KANT, Immanuel. Fundamentação da metafísica dos costumes e outros escritos. Tradução de Antônio Pinto de Carvalho, Lisboa: Companhia Editora Nacional, 1964, p. 23.
Notas
[1] EINSTEIN, Albert. Como vejo o mundo. Tradução de H. P. de Andrade. 11ª ed. Rio de Janeiro: Nova Fronteira, 1981, p. 16.
[2] SÓCRATES. Col. Pensamento Vivo. São Paulo: Martin Claret, 2005, p. 14.
[3] SANDEL, Michael J. Justice: What’s the right thing to do? New York: FSG, 2009, p. 34.
[4] A Declaração de Independência dos Estados Unidos da América, de 4 de julho de 1776, firmou, dentre outros, o seguinte: “We hold these truths to be self-evident, that all men are created equal, that they are endowed by their Creator with certain unalienable Rights, that among these are Life, Liberty and the pursuit of Happiness”. Tradução livre do autor: “Nós consideramos estas verdades como evidentes em si mesmas, ou seja, que todos os homens são criados iguais, dotados pelo Criador de certos direitos inalienáveis, e que entre estes direitos estão a vida, a liberdade e a busca da Felicidade.”
[5] SANDEL, Michael J. Op. cit,. p. 122.
[6] É a partir desta óptica que Kant formula um dos postulados mais importantes de seu pensamento: o Imperativo Categórico, o qual pode ser assim enunciado: “Procede apenas segundo aquela máxima, em virtude da qual podes querer ao mesmo tempo que ela se tome em lei universal.” KANT, Immanuel. Fundamentação da metafísica dos costumes e outros escritos. Tradução de Antônio Pinto de Carvalho, Lisboa: Companhia Editora Nacional, 1964, p. 23.

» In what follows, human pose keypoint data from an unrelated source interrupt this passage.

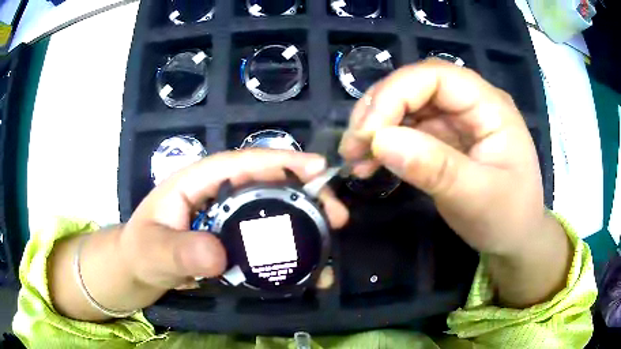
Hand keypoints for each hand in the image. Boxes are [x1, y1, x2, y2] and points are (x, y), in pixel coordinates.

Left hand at [50, 150, 348, 320]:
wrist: (139, 270)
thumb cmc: (140, 251)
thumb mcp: (153, 250)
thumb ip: (179, 251)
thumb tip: (218, 255)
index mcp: (197, 181)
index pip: (241, 162)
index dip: (281, 161)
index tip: (317, 168)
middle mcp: (219, 194)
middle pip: (269, 184)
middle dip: (307, 194)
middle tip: (336, 215)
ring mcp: (229, 218)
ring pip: (275, 211)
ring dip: (306, 223)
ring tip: (330, 242)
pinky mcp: (235, 240)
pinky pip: (268, 239)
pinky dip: (290, 250)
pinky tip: (309, 267)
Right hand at [339, 60, 569, 306]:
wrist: (515, 239)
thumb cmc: (508, 217)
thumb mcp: (477, 198)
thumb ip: (435, 168)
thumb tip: (380, 141)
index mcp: (490, 105)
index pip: (436, 76)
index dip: (396, 94)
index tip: (368, 133)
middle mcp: (471, 103)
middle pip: (415, 85)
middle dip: (379, 110)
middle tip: (352, 146)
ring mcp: (456, 120)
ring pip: (406, 106)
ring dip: (375, 128)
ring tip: (354, 158)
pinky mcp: (444, 139)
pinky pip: (407, 130)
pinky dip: (383, 144)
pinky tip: (369, 163)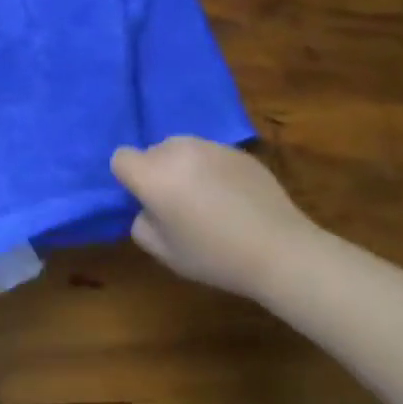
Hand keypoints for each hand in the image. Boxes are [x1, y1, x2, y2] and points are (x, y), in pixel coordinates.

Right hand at [111, 137, 324, 301]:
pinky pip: (211, 154)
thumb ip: (141, 224)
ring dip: (184, 167)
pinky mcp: (238, 151)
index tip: (148, 201)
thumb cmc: (215, 256)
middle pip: (152, 151)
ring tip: (207, 197)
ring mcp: (210, 147)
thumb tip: (148, 208)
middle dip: (158, 171)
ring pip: (182, 149)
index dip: (130, 179)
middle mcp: (177, 151)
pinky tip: (233, 197)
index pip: (121, 158)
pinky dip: (212, 169)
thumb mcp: (164, 252)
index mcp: (153, 175)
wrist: (281, 251)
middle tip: (178, 203)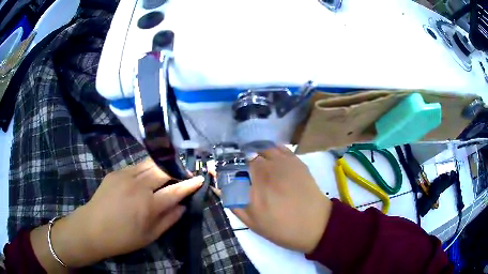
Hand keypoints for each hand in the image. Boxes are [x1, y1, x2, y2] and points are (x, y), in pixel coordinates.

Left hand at [31, 158, 202, 270]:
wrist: (93, 228)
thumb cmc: (123, 238)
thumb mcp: (150, 236)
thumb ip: (169, 220)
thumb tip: (182, 207)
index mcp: (149, 205)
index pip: (176, 190)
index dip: (189, 184)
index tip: (200, 178)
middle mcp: (138, 185)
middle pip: (163, 170)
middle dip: (176, 170)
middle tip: (182, 174)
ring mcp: (125, 175)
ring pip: (150, 164)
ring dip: (161, 167)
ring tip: (166, 173)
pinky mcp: (115, 172)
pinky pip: (136, 166)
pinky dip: (145, 169)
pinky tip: (145, 178)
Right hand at [232, 146, 331, 252]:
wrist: (315, 224)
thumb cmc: (282, 228)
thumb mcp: (253, 223)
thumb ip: (234, 204)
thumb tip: (221, 187)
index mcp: (254, 189)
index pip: (233, 168)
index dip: (228, 168)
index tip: (227, 172)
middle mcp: (267, 172)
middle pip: (248, 157)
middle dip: (242, 162)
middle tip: (245, 172)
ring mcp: (283, 164)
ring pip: (263, 149)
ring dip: (257, 154)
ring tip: (258, 163)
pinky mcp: (296, 161)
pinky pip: (279, 148)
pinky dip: (272, 150)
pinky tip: (272, 158)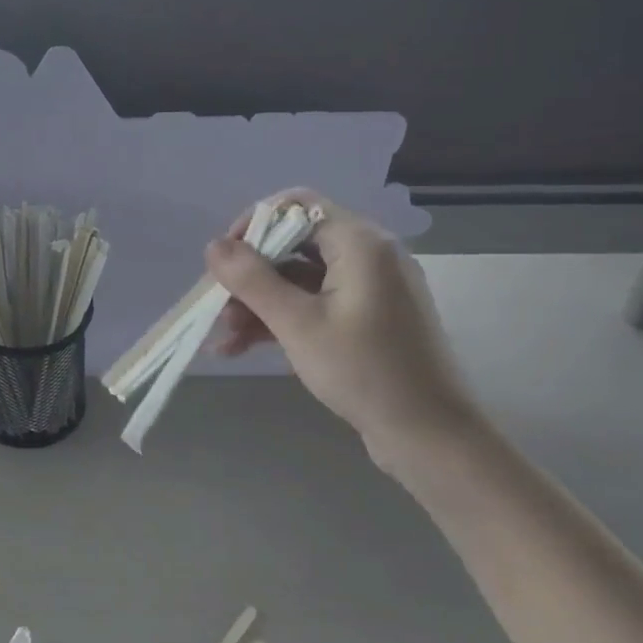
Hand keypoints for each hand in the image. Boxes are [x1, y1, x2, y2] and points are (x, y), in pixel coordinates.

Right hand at [205, 190, 487, 470]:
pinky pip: (316, 302)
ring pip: (300, 278)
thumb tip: (213, 245)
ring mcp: (371, 287)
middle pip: (294, 244)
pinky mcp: (369, 316)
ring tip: (225, 339)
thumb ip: (252, 280)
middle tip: (219, 307)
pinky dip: (283, 319)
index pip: (296, 206)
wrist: (429, 435)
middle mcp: (369, 254)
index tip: (224, 262)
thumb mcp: (298, 324)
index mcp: (360, 243)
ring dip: (260, 303)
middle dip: (250, 275)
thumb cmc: (364, 372)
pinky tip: (245, 347)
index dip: (253, 226)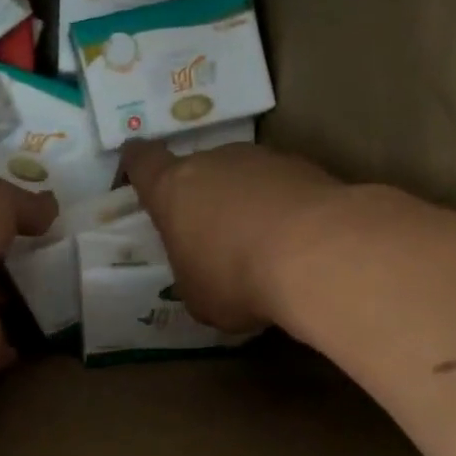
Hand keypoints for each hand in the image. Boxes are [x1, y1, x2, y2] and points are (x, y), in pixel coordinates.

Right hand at [120, 141, 344, 332]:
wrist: (316, 252)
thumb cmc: (236, 277)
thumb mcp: (199, 296)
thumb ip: (193, 274)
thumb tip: (206, 274)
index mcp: (172, 190)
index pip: (144, 162)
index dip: (139, 164)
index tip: (139, 165)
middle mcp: (212, 162)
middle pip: (198, 170)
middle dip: (204, 196)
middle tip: (215, 234)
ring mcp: (260, 159)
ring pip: (243, 176)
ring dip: (247, 201)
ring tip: (264, 242)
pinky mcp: (304, 166)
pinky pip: (282, 186)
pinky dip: (284, 207)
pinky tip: (298, 241)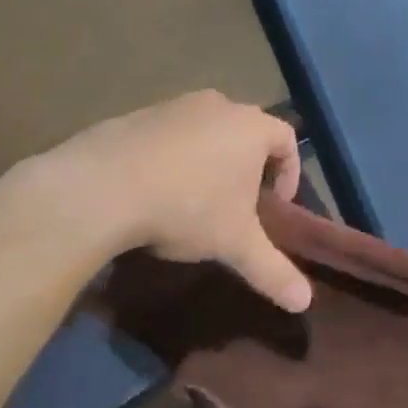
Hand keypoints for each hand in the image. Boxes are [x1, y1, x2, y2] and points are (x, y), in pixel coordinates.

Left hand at [44, 91, 312, 311]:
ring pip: (205, 130)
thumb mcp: (235, 244)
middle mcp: (216, 104)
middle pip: (245, 131)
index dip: (290, 172)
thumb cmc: (187, 207)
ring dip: (209, 160)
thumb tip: (305, 302)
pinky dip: (173, 157)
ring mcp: (173, 105)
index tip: (276, 206)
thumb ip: (273, 271)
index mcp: (250, 126)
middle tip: (239, 204)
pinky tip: (157, 190)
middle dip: (248, 166)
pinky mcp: (136, 115)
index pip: (287, 139)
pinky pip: (168, 135)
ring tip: (196, 199)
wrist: (103, 186)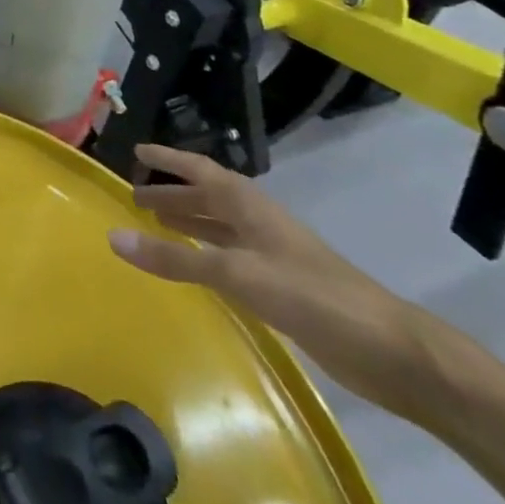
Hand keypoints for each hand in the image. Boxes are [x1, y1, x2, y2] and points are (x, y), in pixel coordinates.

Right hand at [109, 143, 437, 416]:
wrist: (391, 352)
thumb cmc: (312, 296)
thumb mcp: (238, 273)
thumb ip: (176, 258)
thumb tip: (114, 238)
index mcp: (248, 205)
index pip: (198, 169)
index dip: (167, 159)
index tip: (136, 150)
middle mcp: (257, 221)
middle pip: (206, 197)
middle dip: (171, 193)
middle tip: (134, 197)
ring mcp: (271, 254)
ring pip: (218, 227)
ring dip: (187, 222)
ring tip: (153, 224)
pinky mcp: (280, 287)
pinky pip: (229, 257)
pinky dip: (204, 253)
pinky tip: (193, 266)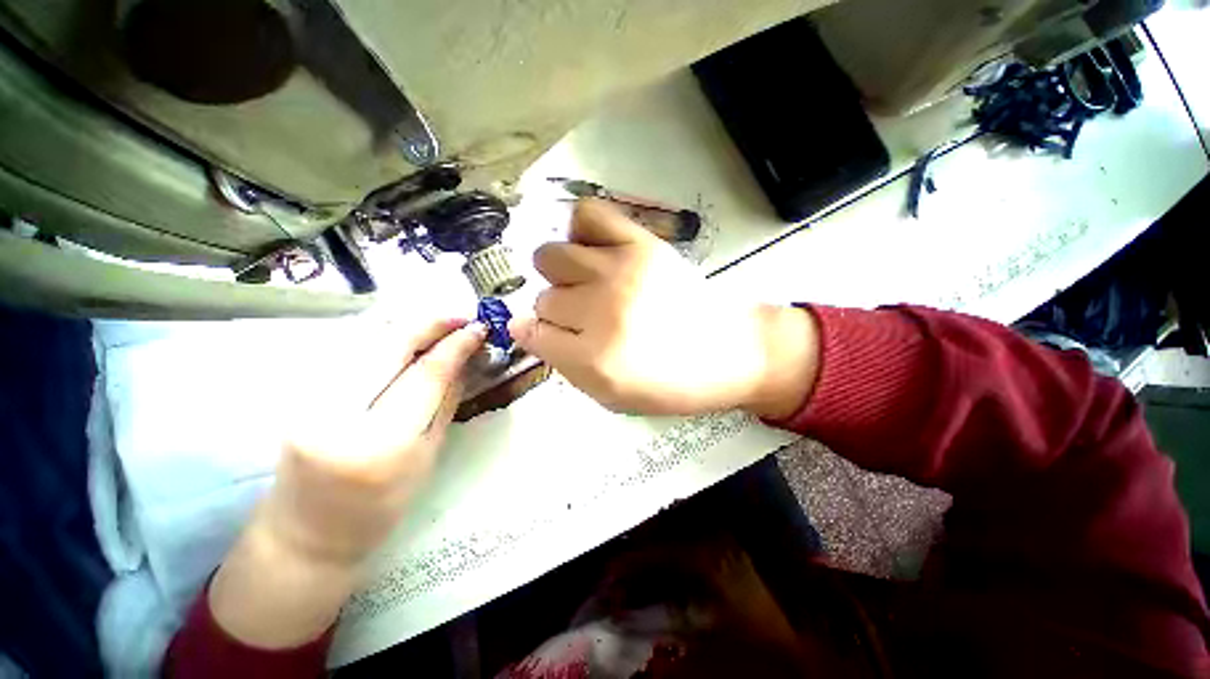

[7] A propósito, vale transcrever as palavras do próprio Kant sobre o tema, a saber: “No reino dos fins tudo tem um PREÇO ou uma DIGNIDADE. Uma coisa que tem um preço pode ser substituída por qualquer outra coisa equivalente; pelo contrário, o que está acima de todo preço e, por conseguinte, o que não admite equivalente, é o que tem uma dignidade. Tudo o que se refere às inclinações e necessidades gerais do homem tem um preço de mercadoria; o que, embora não pressuponha uma necessidade, é conforme a um certo gosto, isto é, à satisfação que nos advém de um simples jogo, mesmo destituído de finalidade, de nossas faculdades intelectuais, tem um preço de sentimento; mas o que constitui a só condição capaz de fazer que alguma coisa seja um fim em si, isso não tem apenas simples valor relativo, isto é, um preço, mas sim um valor intrínseco, uma dignidade”. KANT, Immanuel. Op. cit., p. 32.
[8] SANDEL, Michael J. Op. Cit., p. 140-166.